Column and Field Assets
You can view column and field assets such as relational table columns, CSV fields, and business intelligence report fields in Enterprise Data Catalog. You can view details about column and field assets and curate the data domains for column and field assets in the Overview tab.
The following types of assets are examples of column and field assets:
- •Business intelligence report columns and fields
- •Columns in relational tables, views, and synonyms
- •Fields in CSV, JSON, and XML files
- •Fields in Salesforce objects
- •Hive columns
The Overview tab shows different details for different types of column and field assets. For column and field assets in resources that support profiling, the Overview tab shows the description, associated business terms, system attributes, data domains, and profile results. For other column and field assets, the Overview tab shows the description, system attributes, people associated with the asset, and business terms.
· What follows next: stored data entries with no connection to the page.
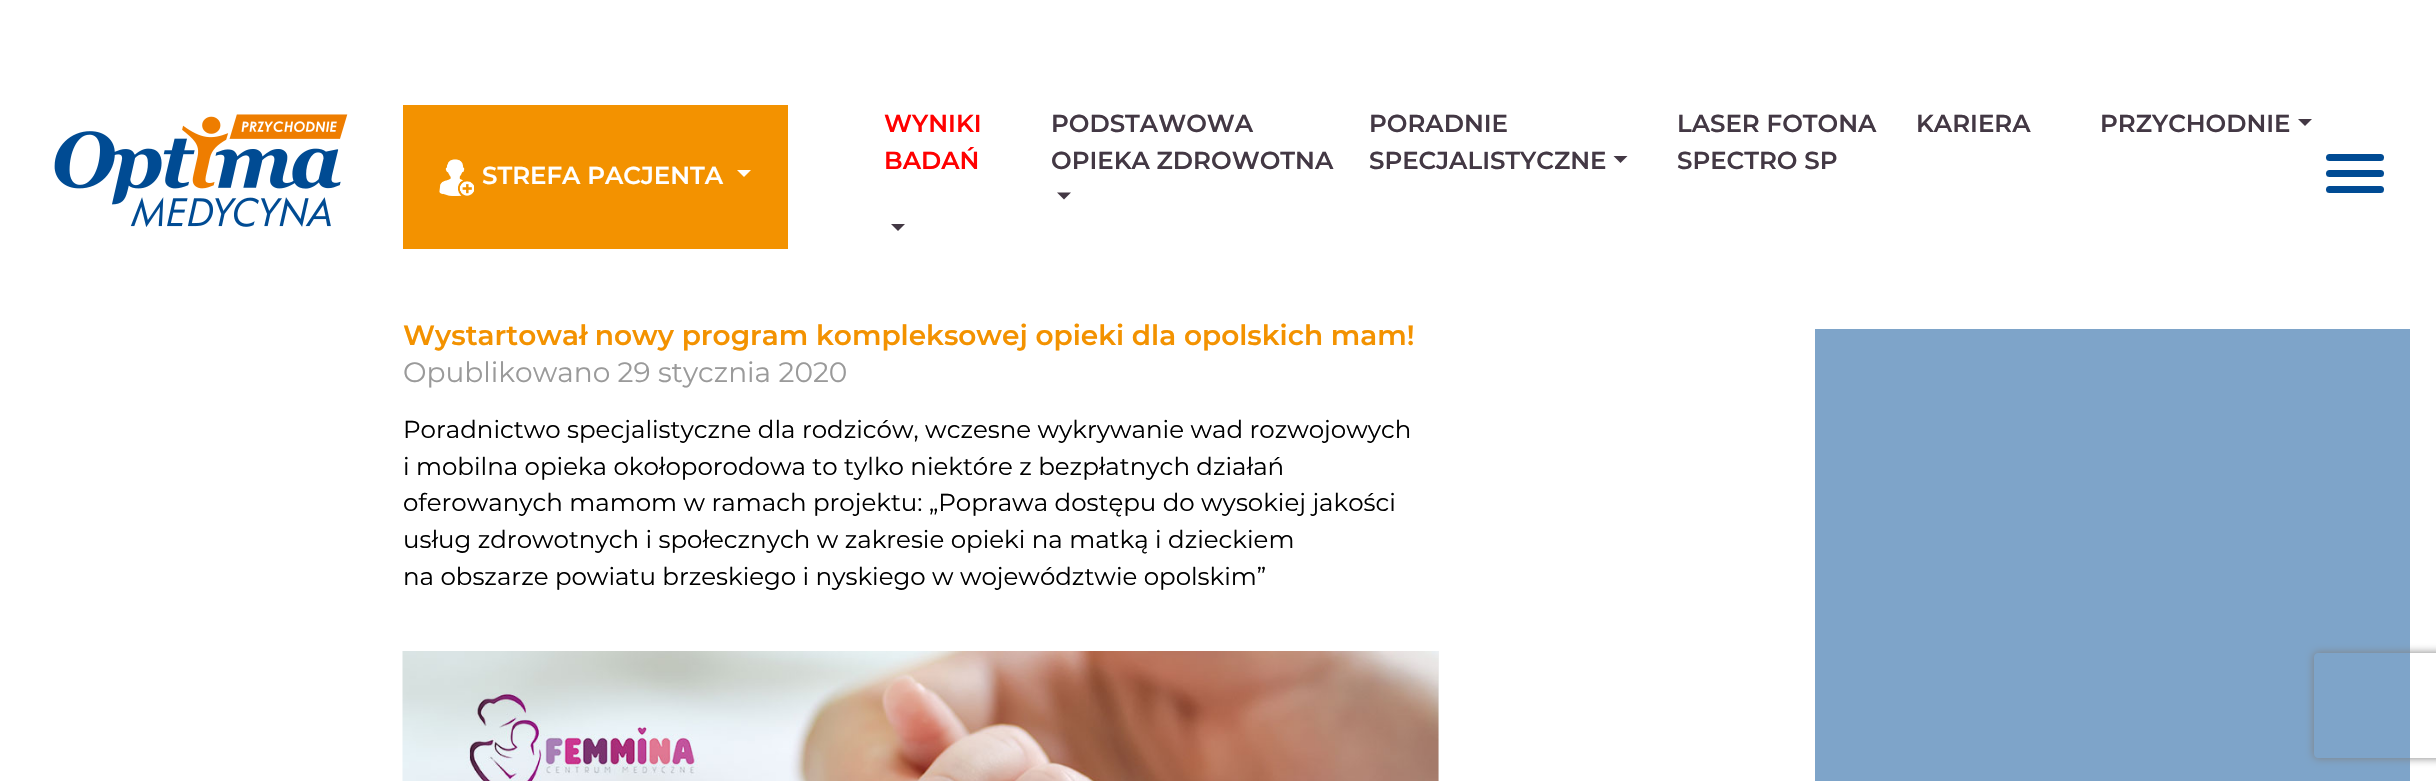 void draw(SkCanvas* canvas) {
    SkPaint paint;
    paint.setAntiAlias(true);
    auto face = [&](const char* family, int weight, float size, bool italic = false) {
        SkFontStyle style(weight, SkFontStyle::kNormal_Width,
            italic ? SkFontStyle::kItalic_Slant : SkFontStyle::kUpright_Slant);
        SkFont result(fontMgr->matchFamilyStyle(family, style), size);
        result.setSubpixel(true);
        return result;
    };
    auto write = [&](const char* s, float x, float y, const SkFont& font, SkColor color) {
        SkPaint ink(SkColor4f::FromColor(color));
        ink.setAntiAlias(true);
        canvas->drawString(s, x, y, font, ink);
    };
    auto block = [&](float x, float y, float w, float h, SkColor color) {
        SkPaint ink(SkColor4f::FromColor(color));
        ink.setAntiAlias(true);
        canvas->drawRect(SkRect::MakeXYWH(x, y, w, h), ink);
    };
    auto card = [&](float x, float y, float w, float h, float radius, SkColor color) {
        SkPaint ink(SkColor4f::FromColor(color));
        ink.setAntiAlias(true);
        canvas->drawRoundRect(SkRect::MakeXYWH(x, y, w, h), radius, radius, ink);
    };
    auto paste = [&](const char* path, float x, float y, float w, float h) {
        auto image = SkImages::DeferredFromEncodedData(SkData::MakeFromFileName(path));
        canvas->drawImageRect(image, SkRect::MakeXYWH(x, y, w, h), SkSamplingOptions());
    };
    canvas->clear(SK_ColorWHITE);
    paste("pic1.png", 54, 114, 294, 113);
    block(403, 105, 385, 144, SkColorSetRGB(243, 146, 0));
    paste("pic2.png", 439, 159, 35, 37);
    auto kFont1 = face("Montserrat", 600, 24.5f);
    write("STREFA PACJENTA", 482, 184, kFont1, SK_ColorWHITE);
    paint.setColor(SK_ColorWHITE);
    canvas->drawPath(SkPathBuilder().moveTo(737, 170).lineTo(751, 170).lineTo(744, 177).close().detach(), paint);
    write("WYNIKI", 884, 132, kFont1, SkColorSetRGB(255, 0, 0));
    write("BADAŃ", 884, 169, kFont1, SkColorSetRGB(255, 0, 0));
    paint.setColor(SkColorSetRGB(67, 56, 68));
    canvas->drawPath(SkPathBuilder().moveTo(891, 224).lineTo(905, 224).lineTo(898, 231).close().detach(), paint);
    write("PODSTAWOWA", 1051, 132, kFont1, SkColorSetRGB(67, 56, 68));
    write("OPIEKA ZDROWOTNA", 1051, 169, kFont1, SkColorSetRGB(67, 56, 68));
    canvas->drawPath(SkPathBuilder().moveTo(1057, 192.5f).lineTo(1071, 192.5f).lineTo(1064, 199.5f).close().detach(), paint);
    write("PORADNIE", 1369, 132, kFont1, SkColorSetRGB(67, 56, 68));
    write("SPECJALISTYCZNE", 1369, 169, kFont1, SkColorSetRGB(67, 56, 68));
    canvas->drawPath(SkPathBuilder().moveTo(1613.5f, 156).lineTo(1627.5f, 156).lineTo(1620.5f, 163).close().detach(), paint);
    write("LASER FOTONA", 1677, 132, kFont1, SkColorSetRGB(67, 56, 68));
    write("SPECTRO SP", 1677, 169, kFont1, SkColorSetRGB(67, 56, 68));
    write("KARIERA", 1916, 132, kFont1, SkColorSetRGB(67, 56, 68));
    write("PRZYCHODNIE", 2100, 132, kFont1, SkColorSetRGB(67, 56, 68));
    canvas->drawPath(SkPathBuilder().moveTo(2298, 119).lineTo(2312, 119).lineTo(2305, 126).close().detach(), paint);
    card(2326, 154, 58, 7, 3.5f, SkColorSetRGB(0, 75, 148));
    card(2326, 170, 58, 7, 3.5f, SkColorSetRGB(0, 75, 148));
    card(2326, 186, 58, 7, 3.5f, SkColorSetRGB(0, 75, 148));
    auto kFont2 = face("Montserrat", 600, 28);
    write("Wystartował nowy program kompleksowej opieki dla opolskich mam!", 403, 345, kFont2, SkColorSetRGB(243, 146, 0));
    auto kFont3 = face("Montserrat", 400, 28);
    write("Opublikowano 29 stycznia 2020", 403, 382, kFont3, SkColorSetRGB(154, 154, 154));
    auto kFont4 = face("Montserrat", 400, 24.5f);
    write("Poradnictwo specjalistyczne dla rodziców, wczesne wykrywanie wad rozwojowych", 403, 438, kFont4, SK_ColorBLACK);
    write("i mobilna opieka okołoporodowa to tylko niektóre z bezpłatnych działań", 403, 475, kFont4, SK_ColorBLACK);
    write("oferowanych mamom w ramach projektu: „Poprawa dostępu do wysokiej jakości", 403, 511, kFont4, SK_ColorBLACK);
    write("usług zdrowotnych i społecznych w zakresie opieki na matką i dzieckiem", 403, 548, kFont4, SK_ColorBLACK);
    write("na obszarze powiatu brzeskiego i nyskiego w województwie opolskim”", 403, 585, kFont4, SK_ColorBLACK);
    block(1438, 651, 1, 130, SkColorSetRGB(240, 240, 240));
    paste("pic3.png", 402, 651, 1037, 130);
    block(1815, 329, 595, 452, SkColorSetRGB(126, 164, 201));
    canvas->save();
    canvas->clipPath(SkPathBuilder(SkPathFillType::kEvenOdd).moveTo(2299, 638).lineTo(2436, 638).lineTo(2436, 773).lineTo(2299, 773).close().moveTo(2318, 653).lineTo(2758, 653).cubicTo(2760, 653, 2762, 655, 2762, 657).lineTo(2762, 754).cubicTo(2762, 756, 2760, 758, 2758, 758).lineTo(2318, 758).cubicTo(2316, 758, 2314, 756, 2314, 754).lineTo(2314, 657).cubicTo(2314, 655, 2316, 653, 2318, 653).close().detach(), true);
    paint.setColor(SkColorSetRGB(128, 128, 128));
    paint.setMaskFilter(SkMaskFilter::MakeBlur(kNormal_SkBlurStyle, 4.5f));
    canvas->drawRoundRect(SkRect::MakeXYWH(2314, 653, 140, 105), 4, 4, paint);
    paint.setMaskFilter(nullptr);
    canvas->restore();
}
For column and field assets in resources that support profiling, you can accept or reject the data domains that are inferred for the asset. You can also assign one or more data domains to the asset. If an appropriate data domain does not exist, you can create one.
Curation is the process of accepting and rejecting data domains for assets. You can curate data domain results for a column or field asset from the Overview tab.
The following image shows the Overview tab for a relational column that has profile results:
- 1. Profile results for the column.
- 2. Curate data domains for the column.
Column and Field Overview
The Overview tab for a column or field asset displays details such as the description of the asset, data domains, system attributes, associated business terms, and profile results. When the asset has profile results, the Overview tab displays the value frequency, patterns, and inferred data types for the column or field values.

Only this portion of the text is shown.